Secretário da PM admite erro em operação que resultou na morte de jovem no Santo Amaro

Coronel Marcelo Menezes reconhece falhas de planejamento e diz que ação não seguiu protocolos de risco e preservação da vida

O secretário da Polícia Militar do Rio de Janeiro, coronel Marcelo de Menezes Nogueira, reconheceu nesta segunda-feira (10) que houve falhas no planejamento da operação do Batalhão de Operações Especiais (Bope) realizada na madrugada do último domingo no Morro Santo Amaro, no Catete, Zona Sul do Rio. A ação ocorreu enquanto moradores participavam de uma festa junina na comunidade. Herus Guimarães Mendes, de 23 anos, foi baleado no abdômen e morreu. Outros cinco moradores ficaram feridos.

Segundo Menezes, a operação emergencial teria sido deflagrada com base em uma denúncia sobre a movimentação de homens armados que planejavam atacar rivais na região. No entanto, ele admitiu que a ação desrespeitou normas básicas da corporação, incluindo protocolos de avaliação de risco e proteção à vida.

— Eu vou citar aqui alguns requisitos. Primeiro requisito: avaliação de risco. Que tipo de impacto a nossa operação vai causar naquela comunidade? Segundo requisito: princípio da oportunidade. O dia em que aquela operação vai ser realizada, o horário em que aquela operação vai ser realizada, se está havendo algum evento na comunidade. E o principal requisito: que é a preservação das vidas. O bem maior a ser protegido é a vida das pessoas. E a gente pode observar que esses requisitos não foram contemplados nessa operação emergencial — afirmou o secretário em entrevista ao Bom Dia Rio, telejornal da TV Globo.

Imagens sob análise e reavaliação do protocolo

De acordo com Menezes, todas as equipes que participaram da operação utilizavam câmeras corporais. As imagens começarão a ser analisadas pela Corregedoria da Polícia Militar e pelo Ministério Público do Estado do Rio de Janeiro a partir desta segunda-feira. O secretário enfatizou que, embora não haja condenação prévia dos agentes envolvidos, a apuração será rigorosa.

— Obviamente que a disponibilização das imagens vai elucidar, para que a gente entenda, de como essa operação foi desencadeada, como ela se desenvolveu. Obviamente que não há condenação prévia dos policiais. Mas a gente vai fazer uma apuração firme e transparente — disse.

Ele também afirmou que o protocolo para ações emergenciais passará por revisão. A expectativa é que os laudos de perícia sobre o local da ação e as armas dos policiais, além do conteúdo das câmeras, subsidiem a responsabilização dos envolvidos.

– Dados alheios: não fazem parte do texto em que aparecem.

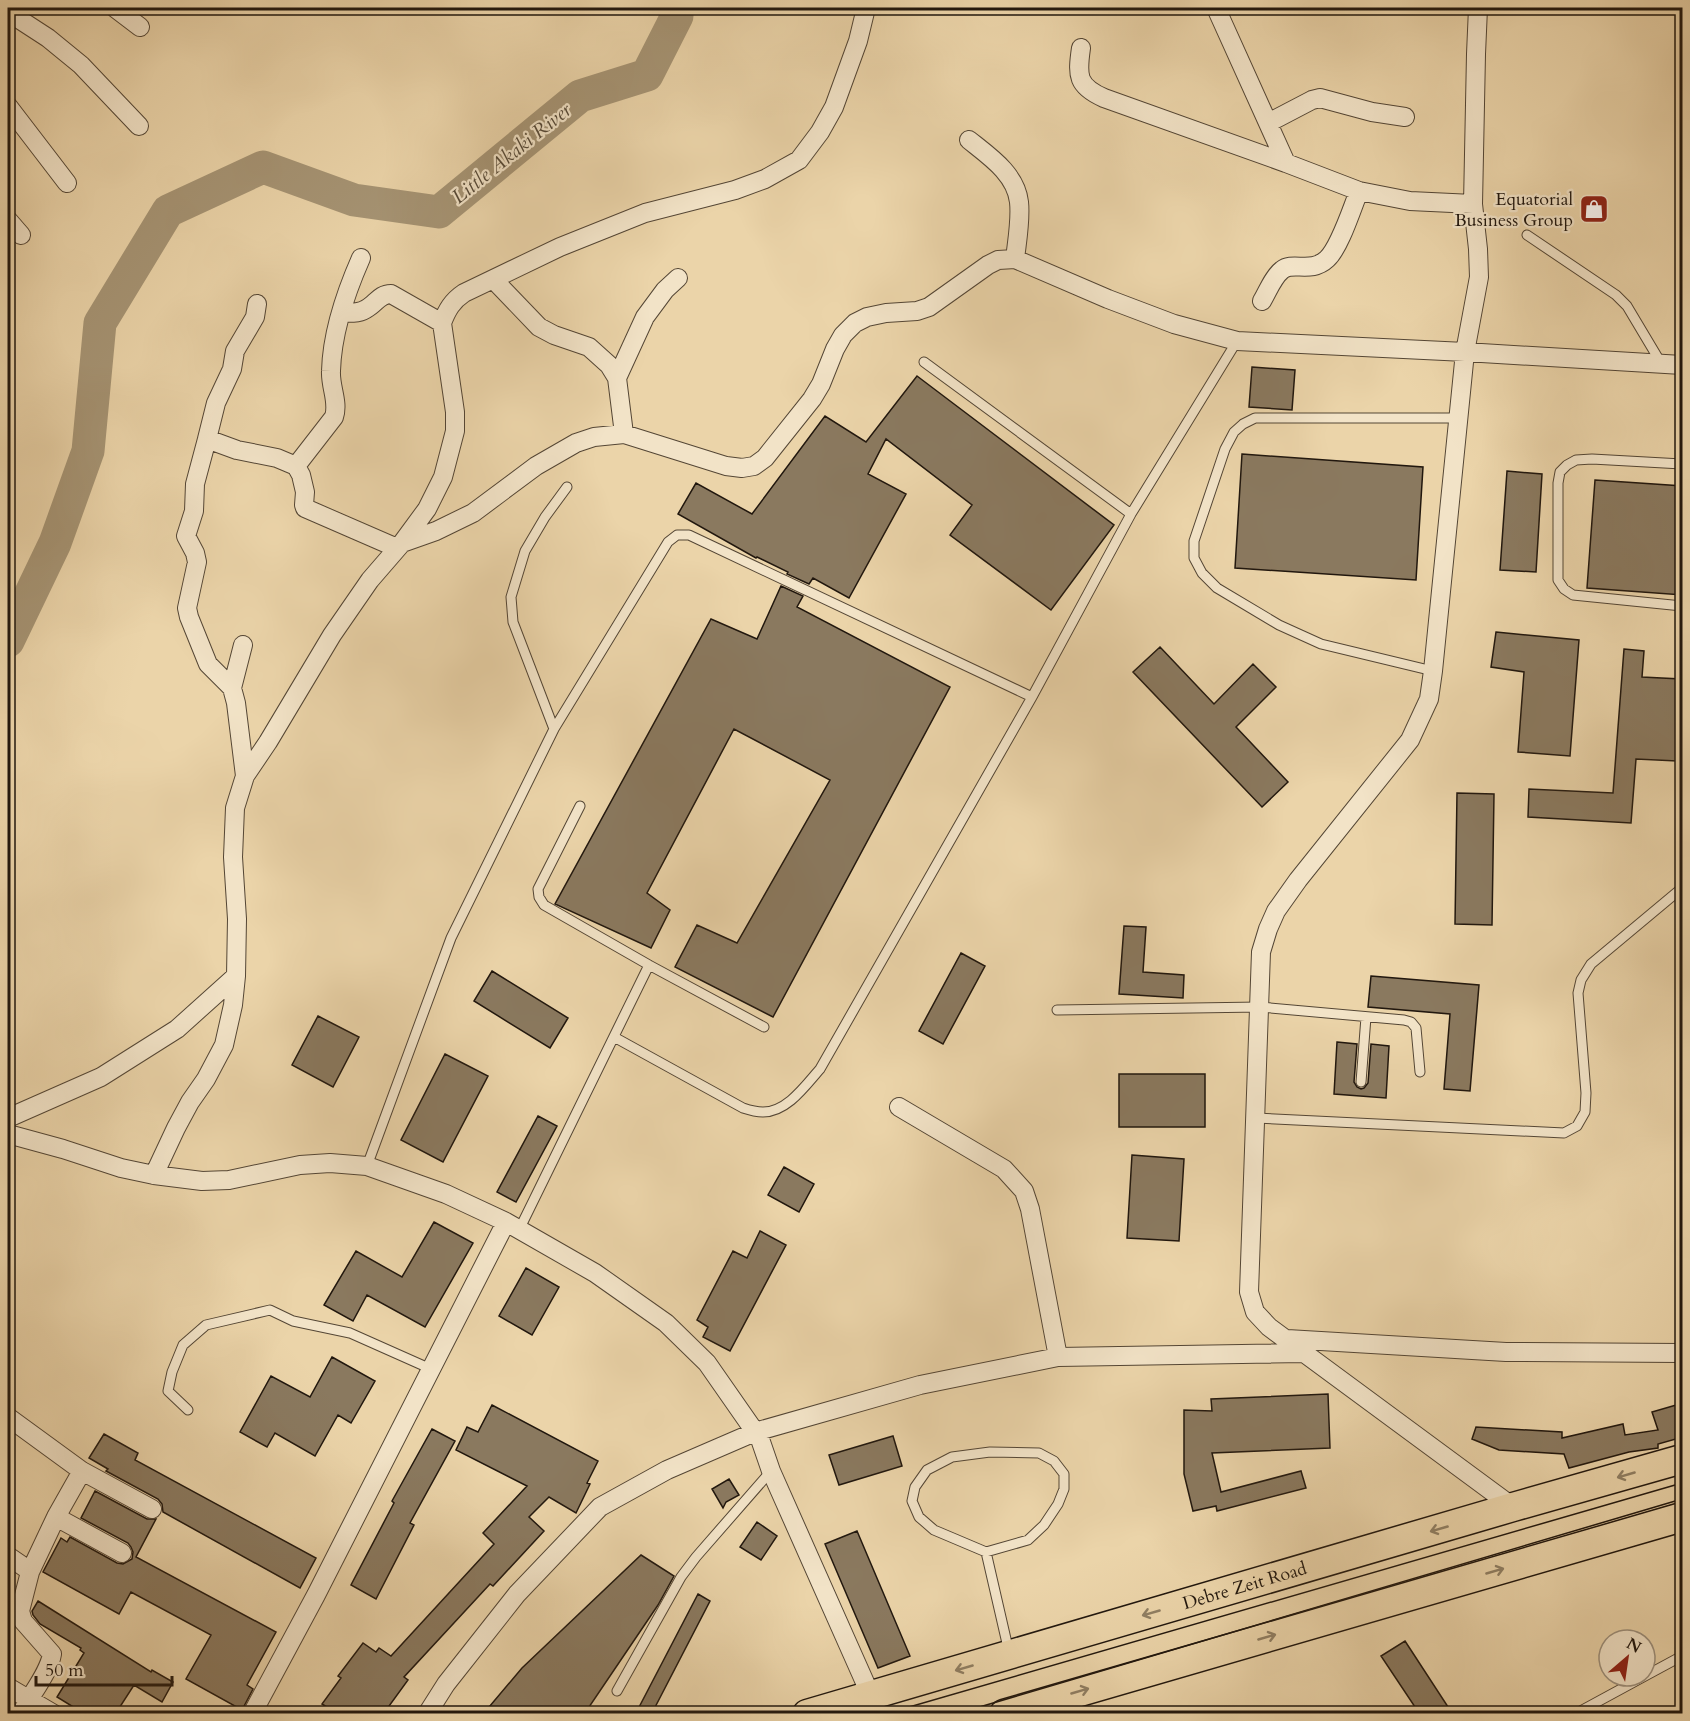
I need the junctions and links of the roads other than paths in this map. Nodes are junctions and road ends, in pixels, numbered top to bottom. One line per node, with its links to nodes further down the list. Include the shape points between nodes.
1 (115, 8): 6 (street)
2 (866, 8): 23 (street, via 834,107 799,160 765,180 645,213)
3 (1216, 8): 10 (street)
4 (1478, 8): 16 (street)
5 (8, 12): 11 (street, via 74,59)
6 (140, 27)
7 (1081, 48): 13 (street, via 1081,81 1090,92)
8 (8, 106): 14 (street)
9 (1405, 117): 10 (street, via 1320,98)
10 (1268, 123): 13 (street)
11 (139, 126)
12 (969, 140): 21 (street, via 1000,165 1019,200)
13 (1286, 162): 15 (street)
14 (67, 183)
15 (1359, 191): 16 (street, via 1410,201); 24 (street, via 1327,260 1306,268 1284,268)
16 (1473, 204): 29 (street, via 1479,277)
17 (8, 220): 18 (street)
18 (21, 235)
19 (1527, 235): 31 (lane, via 1616,295 1627,306)
20 (361, 258): 26 (street)
21 (1015, 259): 28 (street, via 1108,300); 35 (street, via 988,264 929,307 876,315 855,323 835,349 812,399 765,458 754,466 726,466)
22 (678, 278): 33 (street, via 645,317)
23 (493, 279): 27 (street, via 454,300); 33 (street, via 539,327 589,347)
24 (1262, 301)
25 (257, 304): 36 (street, via 255,317 235,351)
26 (341, 312): 27 (street, via 362,311 385,294 391,294); 38 (street, via 331,369 336,411)
27 (442, 323): 41 (street, via 455,431 443,477 427,509)
28 (1237, 341): 29 (street); 40 (lane)
29 (1465, 352): 31 (street); 34 (street)
30 (924, 362): 40 (lane)
31 (1661, 363): 32 (street)
32 (1683, 365)
33 (618, 378): 35 (street)
34 (1458, 418): 44 (street); 44 (lane, via 1255,418 1243,423 1225,449 1194,541 1194,558 1217,588 1279,625 1321,644)
35 (624, 434): 41 (street, via 576,443 536,466 473,513)
36 (207, 439): 38 (street); 45 (street, via 186,536 196,562 188,609 208,664)
37 (1683, 464): 42 (lane, via 1592,459 1567,465 1560,472 1558,483 1558,580 1573,595)
38 (296, 466): 41 (street, via 305,492 305,508)
39 (567, 487): 47 (lane, via 525,551 511,597 513,622)
40 (1131, 514): 46 (lane)
41 (400, 545): 48 (street, via 332,634)
42 (1683, 606)
43 (243, 645): 45 (street)
44 (1433, 671): 53 (street, via 1429,699 1410,740 1276,910 1262,952)
45 (232, 688): 48 (street)
46 (1032, 697): 47 (lane, via 688,535 678,535 668,542); 57 (lane, via 820,1069 799,1093 779,1109 762,1112 743,1108)
47 (554, 729): 64 (lane, via 451,938)
48 (245, 776): 52 (street, via 236,808 233,857)
49 (580, 806): 51 (lane, via 538,889 539,897 555,912)
50 (1683, 888): 62 (lane, via 1591,964 1581,980 1578,993 1586,1093 1585,1112 1577,1126 1564,1133)
51 (649, 965): 56 (lane); 57 (lane)
52 (236, 976): 61 (street, via 177,1029 110,1072); 65 (street, via 224,1045)
53 (1260, 1007): 54 (lane); 55 (lane); 62 (street)
54 (1057, 1010)
55 (1366, 1017): 58 (lane, via 1411,1022 1416,1028); 59 (lane)
56 (764, 1027)
57 (614, 1037): 66 (lane)
58 (1420, 1072)
59 (1361, 1082)
60 (899, 1107): 70 (street, via 1004,1169 1024,1191)
61 (8, 1118)
62 (1256, 1118): 67 (street, via 1249,1292 1255,1312)
63 (8, 1134): 65 (street)
64 (367, 1166): 65 (street, via 300,1166 229,1180); 66 (street, via 446,1194)
65 (154, 1175)
66 (512, 1226): 71 (street); 74 (street, via 595,1273 666,1323 707,1363)
67 (1287, 1339): 68 (street); 69 (street, via 1506,1352)
68 (1306, 1353): 70 (street); 78 (street)
69 (1683, 1353)
70 (1058, 1357): 74 (street, via 920,1385)
71 (431, 1369): 72 (lane, via 350,1333 293,1321 270,1310 206,1324 183,1345 168,1391); 95 (street)
72 (188, 1410)
73 (8, 1417): 76 (street)
74 (755, 1432): 77 (street); 96 (street, via 667,1470 600,1507 517,1594)
75 (1683, 1460): 78 (main road, Debre Zeit Road, one-way to 78)
76 (82, 1471): 79 (street); 81 (street)
77 (771, 1471): 91 (lane, via 681,1577); 92 (street)
78 (1513, 1507): 86 (main road, Debre Zeit Road, one-way to 86)
79 (152, 1509)
80 (1683, 1516): 98 (main road, one-way to 80)
81 (56, 1517): 83 (street); 85 (street)
82 (986, 1552): 82 (lane, via 934,1530 919,1517 912,1501 915,1487 927,1470 952,1456 990,1452 1039,1453 1054,1461 1064,1474 1064,1489 1044,1525 1028,1540); 86 (lane)
83 (122, 1553)
84 (8, 1556): 85 (street)
85 (30, 1572): 93 (street, via 20,1611 23,1621 52,1654)
86 (1010, 1655): 92 (main road, Debre Zeit Road, one-way to 92)
87 (1683, 1656): 88 (lane)
88 (1657, 1670)
89 (8, 1688): 93 (street)
90 (1622, 1688): 99 (lane)
91 (617, 1691)
92 (871, 1696): 97 (main road, Debre Zeit Road)
93 (25, 1706): 94 (street)
94 (54, 1713)
95 (252, 1713)
96 (427, 1713)
97 (807, 1713)
98 (1004, 1713)
99 (1575, 1713)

— As investigações vão fazer com que a gente entenda o que ocorreu naquela madrugada, entenda como foi a execução daquela operação, as perícias realizadas no local, nas armas dos policiais serão juntadas aos autos e vão subsidiar as nossas conclusões e a resposta que a sociedade merece neste momento.

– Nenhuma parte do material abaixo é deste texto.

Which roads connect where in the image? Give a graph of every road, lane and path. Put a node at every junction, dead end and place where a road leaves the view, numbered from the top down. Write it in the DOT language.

O que diz a família de Herus

De acordo com o pai do jovem morto, Fernando Guimarães, Herus estava na festa com os pais e outros familiares quando a ação do Bope teve início, por volta das 3h30 da madrugada. Segundo ele, os policiais chegaram atirando, sem aviso.

— A gente estava na festa, cheia de crianças. Eles entraram dando tiro, sem motivo algum. Meu filho tinha acabado de sair para comprar um lanche. Graças a Deus o filho dele não estava presente. O tiro atingiu o baço. Ele chegou a ser reanimado no hospital, mas não resistiu. Era trabalhador, sem ficha criminal, pagava pensão. Infelizmente, não vai voltar. Hoje ele é mais um. Mas as autoridades precisam explicar o que estavam fazendo no morro naquele horário. Quem autorizou essa operação?

Parentes da vítima afirmam ainda que Herus foi arrastado ferido por uma escada pelos agentes e que houve truculência no tratamento da família no local.

Protesto e disparo de policial civil

No domingo à tarde, moradores do Morro Santo Amaro protestaram contra a morte de Herus, bloqueando a Rua Pedro Américo, próxima à comunidade. Durante o ato, um policial civil, que estava de folga, disparou uma arma de fogo e foi preso em flagrante.

A Corregedoria-Geral da Polícia Civil (CGPOL) informou em nota que o agente responderá a um Processo Administrativo Disciplinar (PAD). “A Polícia Civil reforça que não compactua com quaisquer desvios de conduta, cometimento de crimes ou de abuso de autoridade praticados por seus servidores”, afirmou a corporação.